Kinerja (performen) setiap petugas kesehatan dan non kesehatan merupakan resultante dari
tiga komponen kesehatan kerja yaitu kapasitas kerja, beban kerja dan lingkungan kerja yang
dapat merupakan beban tambahan pada pekerja. Bila ketiga komponen tersebut serasi maka bisa
dicapai suatu derajat kesehatan kerja yang optimal dan peningkatan produktivitas. Sebaliknya
bila terdapat ketidak serasian dapat menimbulkan masalah kesehatan kerja berupa penyakit
ataupun kecelakaan akibat kerja yang pada akhirnya akan menurunkan produktivitas kerja.
A. Pencegahan Kecelakaan
1. Material safety data sheet (MSDS) dari seluruh bahan kimia yang ada untuk diketahui
oleh seluruh petugas laboratorium.
2. Menggunakan karet isap (rubber bulb) atau alat vakum untuk mencegah
tertelannyabahan kimia dan terhirupnya aerosol.
3. Menggunakan alat pelindung diri (pelindung mata, sarung tangan, celemek, jas
laboratorium) dengan benar.
4. Hindari penggunaan lensa kontak, karena dapat melekat antara mata dan lensa.
5. Menggunakan alat pelindung pernafasan dengan benar.
B. KeselamatanKerja
. a. Penanganan dan Penyimpanan
1) Simpan dan menangani sesuai dengan semua peraturan yang berlaku dan standar.

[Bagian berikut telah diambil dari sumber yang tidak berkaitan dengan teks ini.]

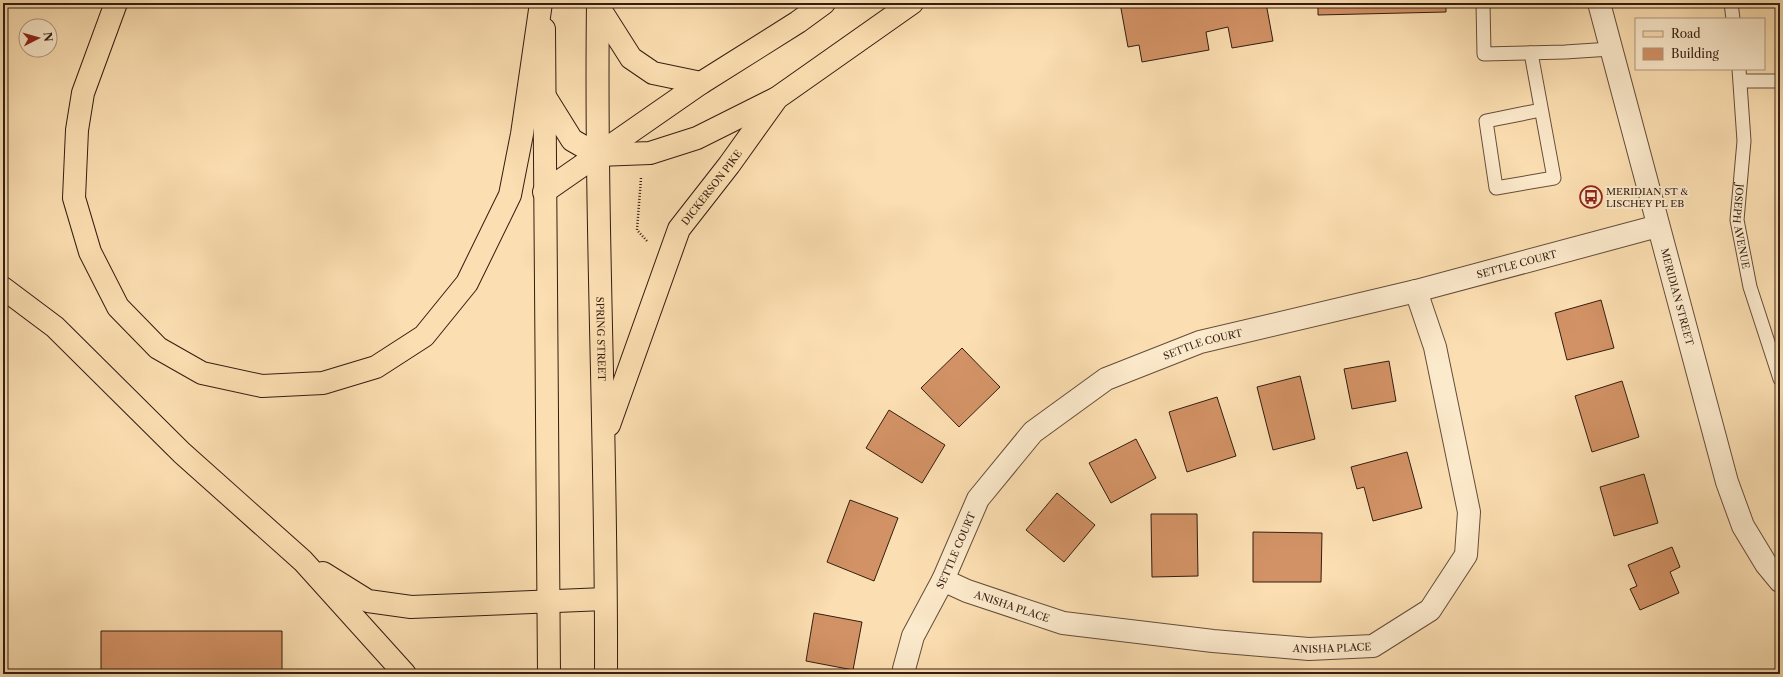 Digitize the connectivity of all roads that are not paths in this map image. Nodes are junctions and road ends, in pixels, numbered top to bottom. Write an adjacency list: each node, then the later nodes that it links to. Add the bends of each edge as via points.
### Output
1 (116, 3): 2 (main road, via 82,93 77,130 74,198 90,252 118,307 158,348 202,373 262,386 323,383 376,367 424,336 467,283 510,195)
2 (542, 3): 15 (main road)
3 (824, 3): 14 (main road)
4 (912, 3): 16 (main road, DICKERSON PIKE)
5 (1483, 3): 11 (lane, via 1484,54)
6 (1599, 3): 10 (street, MERIDIAN STREET)
7 (1731, 3): 9 (lane)
8 (598, 4): 14 (main road, via 631,58 653,73); 18 (main road, SPRING STREET)
9 (1733, 18)
10 (1611, 49): 11 (lane); 20 (street, MERIDIAN STREET)
11 (1531, 53): 17 (lane)
12 (1740, 75): 13 (lane); 23 (lane, JOSEPH AVENUE, via 1744,141 1737,220 1750,287)
13 (1780, 81)
14 (701, 83): 18 (main road)
15 (544, 95): 18 (main road, via 572,140); 19 (main road)
16 (777, 98): 18 (main road, via 697,138 650,153); 24 (main road, DICKERSON PIKE, via 679,229)
17 (1541, 110): 17 (lane, via 1486,121 1496,188 1554,178)
18 (598, 155): 19 (main road); 24 (main road, SPRING STREET)
19 (544, 192): 29 (main road)
20 (1658, 226): 22 (street, SETTLE COURT); 27 (street, MERIDIAN STREET, via 1727,482 1743,526 1766,564)
21 (3, 288): 25 (main road, via 55,327 182,453)
22 (1416, 291): 26 (street, SETTLE COURT, via 1200,342 1106,379 1033,432 978,499); 26 (street, ANISHA PLACE, via 1435,347 1468,512 1466,555 1430,610 1373,646 1309,649 1213,641 1063,623 967,591)
23 (1780, 379)
24 (604, 438): 28 (main road, SPRING STREET)
25 (303, 561): 29 (main road, via 368,601 411,607); 30 (main road)
26 (943, 580): 33 (street, SETTLE COURT, via 914,636)
27 (1780, 581)
28 (605, 599): 29 (main road); 32 (main road, SPRING STREET)
29 (548, 601): 31 (main road)
30 (405, 674)
31 (549, 674)
32 (606, 674)
33 (904, 674)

2) TerkenaKulit; Cuci kulit dengan sabun dan air selama minimal 15 menit saat mengeluarkan
pakaian dan sepatu yang terkontaminasi. Mendapatkan perhatian medis segera. Bersihkan dan
kering pakaian yang terkontaminasi dan sepatu sebelum digunakan kembali. Hancurkan sepatu
yang tercemar.
3) KontakDengan Mata; Segera siram mata dengan banyak air selama minimal 15 menit.
Kemudian mendapatkan perhatian medis segera.
4) Tertelan; Segera dimuntahkan.Berikan sejumlah besar air atau susu. Ketika muntah terjadi,
menjaga kepala lebih rendah dari pinggul untuk membantu mencegah aspirasi. Jika orang tidak
sadar, putar kepala ke samping. Mendapatkan perhatian medis segera.
2) PemadamanKebakaran; Jangan sampai air di dalam wadah. Pindah kontainer dari daerah
kebakaran jika dapat dilakukan tanpa resiko. wadah Cool dengan semprotan air sampai baik
setelah api keluar. Tinggal jauh dari ujung tangki. Membuat orang tidak perlu pergi, isolasi
daerah bahaya dan menolak masuk. Menghentikan aliran gas.